_Data provided_.
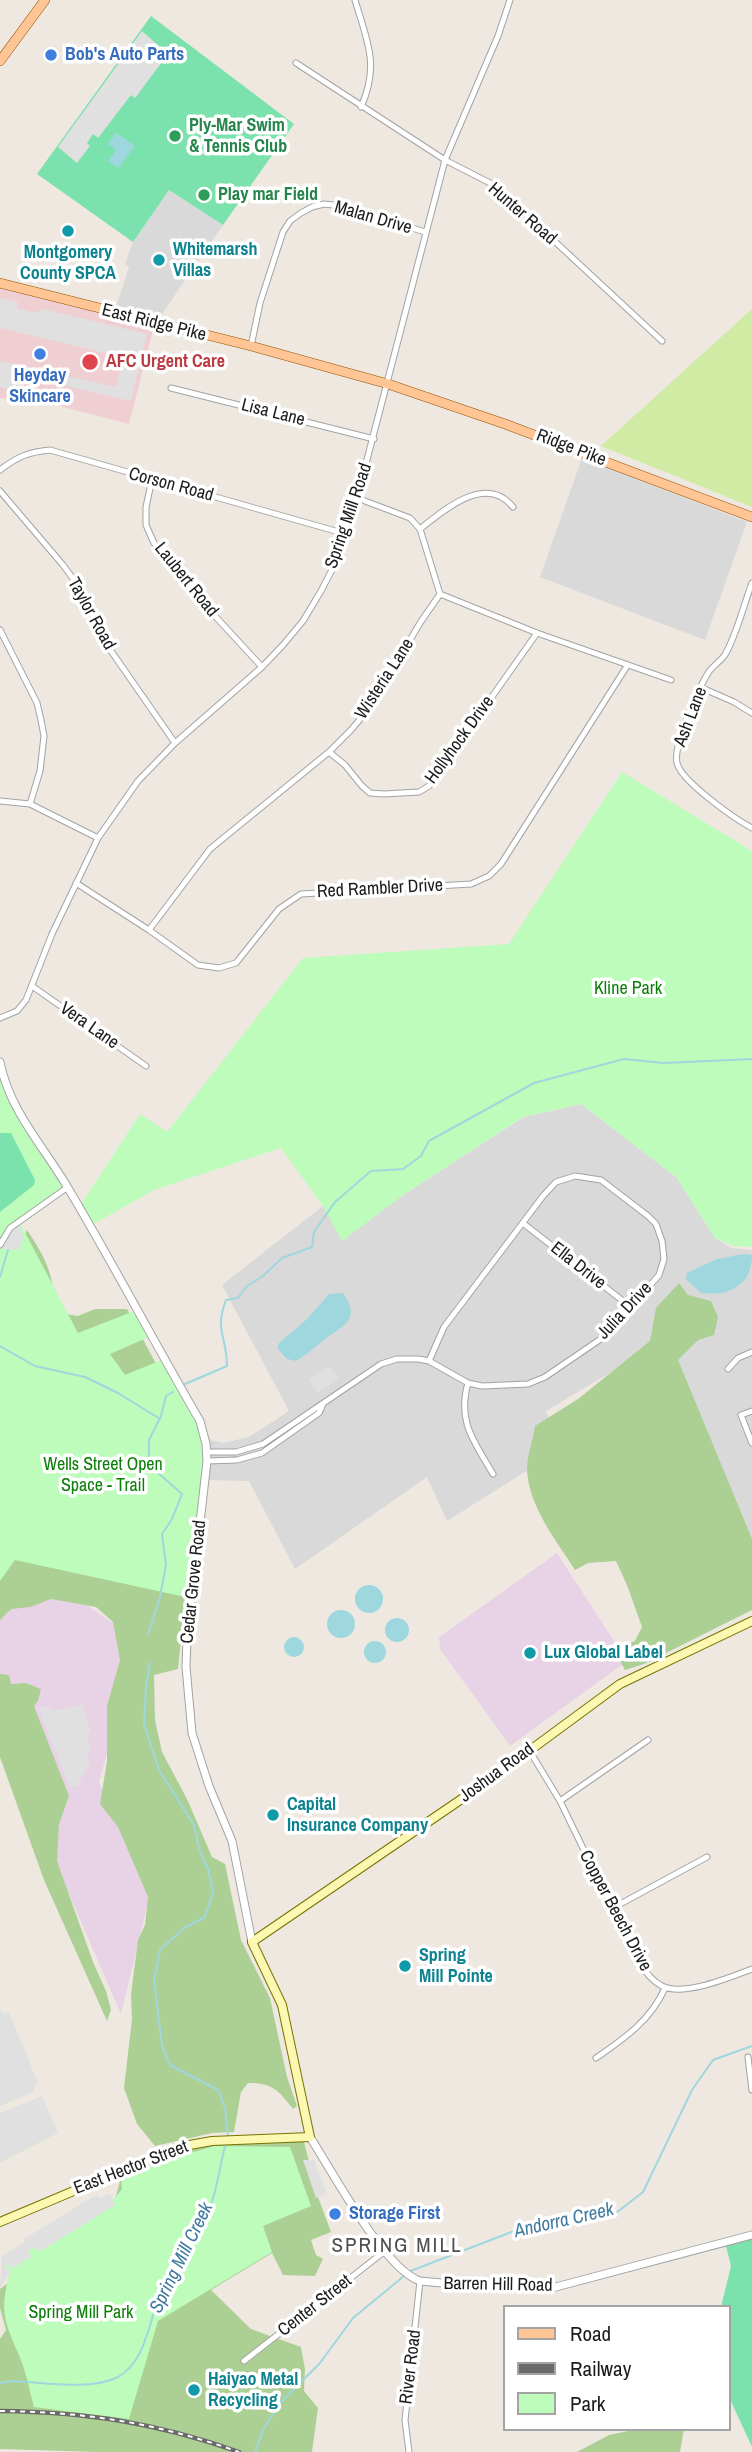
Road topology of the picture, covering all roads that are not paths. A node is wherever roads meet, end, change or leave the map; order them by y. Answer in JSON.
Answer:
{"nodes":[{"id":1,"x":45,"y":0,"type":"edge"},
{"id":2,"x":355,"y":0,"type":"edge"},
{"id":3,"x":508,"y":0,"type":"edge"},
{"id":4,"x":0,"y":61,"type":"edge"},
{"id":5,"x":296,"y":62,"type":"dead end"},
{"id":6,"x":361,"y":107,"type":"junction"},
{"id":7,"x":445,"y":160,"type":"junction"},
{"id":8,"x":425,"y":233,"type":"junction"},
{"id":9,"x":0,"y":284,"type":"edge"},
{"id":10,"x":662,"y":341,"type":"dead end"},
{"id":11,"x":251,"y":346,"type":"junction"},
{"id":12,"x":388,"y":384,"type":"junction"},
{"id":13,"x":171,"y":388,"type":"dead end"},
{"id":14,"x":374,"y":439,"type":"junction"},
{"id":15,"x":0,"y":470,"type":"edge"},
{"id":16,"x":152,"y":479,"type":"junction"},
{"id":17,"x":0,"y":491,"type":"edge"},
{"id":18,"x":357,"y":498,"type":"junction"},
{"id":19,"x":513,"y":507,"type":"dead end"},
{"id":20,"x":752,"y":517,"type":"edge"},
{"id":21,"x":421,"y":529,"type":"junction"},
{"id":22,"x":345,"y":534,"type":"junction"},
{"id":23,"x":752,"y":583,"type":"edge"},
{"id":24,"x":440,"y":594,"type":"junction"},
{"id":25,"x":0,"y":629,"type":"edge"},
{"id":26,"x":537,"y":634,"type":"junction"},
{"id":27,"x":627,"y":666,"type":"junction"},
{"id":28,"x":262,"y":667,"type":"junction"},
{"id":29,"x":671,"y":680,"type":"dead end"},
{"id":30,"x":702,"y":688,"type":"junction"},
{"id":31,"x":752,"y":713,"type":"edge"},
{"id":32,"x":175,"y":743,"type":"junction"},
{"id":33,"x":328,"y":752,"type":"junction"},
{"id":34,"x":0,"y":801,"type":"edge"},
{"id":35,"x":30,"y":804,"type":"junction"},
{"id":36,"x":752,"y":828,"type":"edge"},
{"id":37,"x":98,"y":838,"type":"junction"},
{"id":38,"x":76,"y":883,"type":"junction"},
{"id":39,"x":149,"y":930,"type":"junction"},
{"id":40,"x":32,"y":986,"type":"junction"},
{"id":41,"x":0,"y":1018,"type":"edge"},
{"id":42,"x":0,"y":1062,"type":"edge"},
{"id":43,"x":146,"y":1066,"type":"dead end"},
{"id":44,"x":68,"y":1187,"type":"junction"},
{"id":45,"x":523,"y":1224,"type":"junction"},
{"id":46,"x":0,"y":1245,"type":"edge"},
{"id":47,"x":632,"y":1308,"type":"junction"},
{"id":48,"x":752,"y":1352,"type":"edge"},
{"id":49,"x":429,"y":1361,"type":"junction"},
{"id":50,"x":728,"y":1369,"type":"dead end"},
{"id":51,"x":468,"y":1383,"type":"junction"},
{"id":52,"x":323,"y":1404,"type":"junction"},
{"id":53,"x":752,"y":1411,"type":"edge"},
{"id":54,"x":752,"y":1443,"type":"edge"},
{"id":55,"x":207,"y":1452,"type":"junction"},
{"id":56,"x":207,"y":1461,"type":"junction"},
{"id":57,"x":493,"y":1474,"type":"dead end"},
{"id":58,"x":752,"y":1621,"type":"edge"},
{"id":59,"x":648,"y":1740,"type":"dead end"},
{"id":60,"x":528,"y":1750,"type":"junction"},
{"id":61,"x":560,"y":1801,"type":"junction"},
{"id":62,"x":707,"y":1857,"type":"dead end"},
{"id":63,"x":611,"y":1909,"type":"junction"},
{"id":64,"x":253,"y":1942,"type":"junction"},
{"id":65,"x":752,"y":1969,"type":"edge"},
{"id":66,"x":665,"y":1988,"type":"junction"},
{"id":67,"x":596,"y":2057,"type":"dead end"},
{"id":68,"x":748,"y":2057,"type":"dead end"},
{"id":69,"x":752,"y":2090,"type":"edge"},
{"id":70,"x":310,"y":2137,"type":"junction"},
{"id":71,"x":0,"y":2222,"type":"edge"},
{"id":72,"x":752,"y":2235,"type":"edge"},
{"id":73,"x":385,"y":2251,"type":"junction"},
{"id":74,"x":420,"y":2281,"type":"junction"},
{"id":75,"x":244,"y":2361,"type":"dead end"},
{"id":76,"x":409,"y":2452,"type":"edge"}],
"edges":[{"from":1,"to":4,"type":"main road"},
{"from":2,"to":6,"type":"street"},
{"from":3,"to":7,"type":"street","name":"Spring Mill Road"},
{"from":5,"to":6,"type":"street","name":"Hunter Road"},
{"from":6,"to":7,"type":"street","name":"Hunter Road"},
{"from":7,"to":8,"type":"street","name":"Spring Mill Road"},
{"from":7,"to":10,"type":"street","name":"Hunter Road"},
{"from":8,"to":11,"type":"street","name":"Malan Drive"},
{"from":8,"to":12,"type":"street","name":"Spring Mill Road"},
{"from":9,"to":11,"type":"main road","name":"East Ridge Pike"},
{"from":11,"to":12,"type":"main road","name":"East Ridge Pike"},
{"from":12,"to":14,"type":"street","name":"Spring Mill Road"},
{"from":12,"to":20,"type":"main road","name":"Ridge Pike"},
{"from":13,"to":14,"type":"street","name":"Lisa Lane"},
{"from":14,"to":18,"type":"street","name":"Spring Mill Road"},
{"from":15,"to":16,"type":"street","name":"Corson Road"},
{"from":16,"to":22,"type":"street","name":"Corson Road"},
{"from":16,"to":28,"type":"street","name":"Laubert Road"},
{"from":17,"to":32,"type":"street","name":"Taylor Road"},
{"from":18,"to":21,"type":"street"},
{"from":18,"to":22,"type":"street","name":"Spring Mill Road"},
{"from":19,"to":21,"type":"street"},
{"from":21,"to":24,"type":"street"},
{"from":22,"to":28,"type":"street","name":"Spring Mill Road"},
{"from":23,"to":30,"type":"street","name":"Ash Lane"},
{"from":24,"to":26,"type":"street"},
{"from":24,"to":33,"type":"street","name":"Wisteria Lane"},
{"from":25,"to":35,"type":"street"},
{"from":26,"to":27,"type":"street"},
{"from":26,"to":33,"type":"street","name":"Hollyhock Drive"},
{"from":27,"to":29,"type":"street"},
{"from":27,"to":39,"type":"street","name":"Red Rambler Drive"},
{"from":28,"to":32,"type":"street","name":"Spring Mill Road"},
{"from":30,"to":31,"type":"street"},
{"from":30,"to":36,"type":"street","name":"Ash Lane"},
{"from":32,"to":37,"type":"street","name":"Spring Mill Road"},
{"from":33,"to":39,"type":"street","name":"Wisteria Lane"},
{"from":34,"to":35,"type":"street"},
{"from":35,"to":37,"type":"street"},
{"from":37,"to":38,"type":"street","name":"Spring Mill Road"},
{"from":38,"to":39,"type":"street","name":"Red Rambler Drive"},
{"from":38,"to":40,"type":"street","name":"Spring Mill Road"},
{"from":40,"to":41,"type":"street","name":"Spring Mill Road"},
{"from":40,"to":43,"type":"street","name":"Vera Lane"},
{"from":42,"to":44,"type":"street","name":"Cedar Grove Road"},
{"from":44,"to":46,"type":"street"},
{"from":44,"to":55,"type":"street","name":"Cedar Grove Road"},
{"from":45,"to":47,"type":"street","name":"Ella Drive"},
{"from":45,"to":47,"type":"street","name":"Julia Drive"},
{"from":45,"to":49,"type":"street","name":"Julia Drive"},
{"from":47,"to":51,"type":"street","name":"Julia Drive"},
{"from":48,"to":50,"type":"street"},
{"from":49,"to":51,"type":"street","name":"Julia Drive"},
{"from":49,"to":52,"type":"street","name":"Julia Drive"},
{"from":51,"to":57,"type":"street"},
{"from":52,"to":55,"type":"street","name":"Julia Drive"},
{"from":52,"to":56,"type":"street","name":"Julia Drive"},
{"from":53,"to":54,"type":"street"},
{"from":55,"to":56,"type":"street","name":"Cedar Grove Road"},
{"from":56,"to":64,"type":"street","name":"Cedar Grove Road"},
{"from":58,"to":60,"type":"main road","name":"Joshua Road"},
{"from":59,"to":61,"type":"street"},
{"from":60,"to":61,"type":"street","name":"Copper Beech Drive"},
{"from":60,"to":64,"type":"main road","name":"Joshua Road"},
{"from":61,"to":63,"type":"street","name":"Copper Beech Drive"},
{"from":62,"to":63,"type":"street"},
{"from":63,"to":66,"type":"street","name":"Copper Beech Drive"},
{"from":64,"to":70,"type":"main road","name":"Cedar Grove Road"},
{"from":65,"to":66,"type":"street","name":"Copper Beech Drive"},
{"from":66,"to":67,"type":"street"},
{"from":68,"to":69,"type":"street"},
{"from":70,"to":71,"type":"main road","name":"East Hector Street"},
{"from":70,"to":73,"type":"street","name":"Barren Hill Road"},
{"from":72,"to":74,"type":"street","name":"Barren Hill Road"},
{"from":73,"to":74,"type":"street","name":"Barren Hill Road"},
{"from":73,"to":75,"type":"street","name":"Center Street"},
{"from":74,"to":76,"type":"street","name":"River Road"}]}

_Exercise_. Copy out each line of the data where the string "Hill" appears.

_Exercise response_.
{"from":70,"to":73,"type":"street","name":"Barren Hill Road"},
{"from":72,"to":74,"type":"street","name":"Barren Hill Road"},
{"from":73,"to":74,"type":"street","name":"Barren Hill Road"},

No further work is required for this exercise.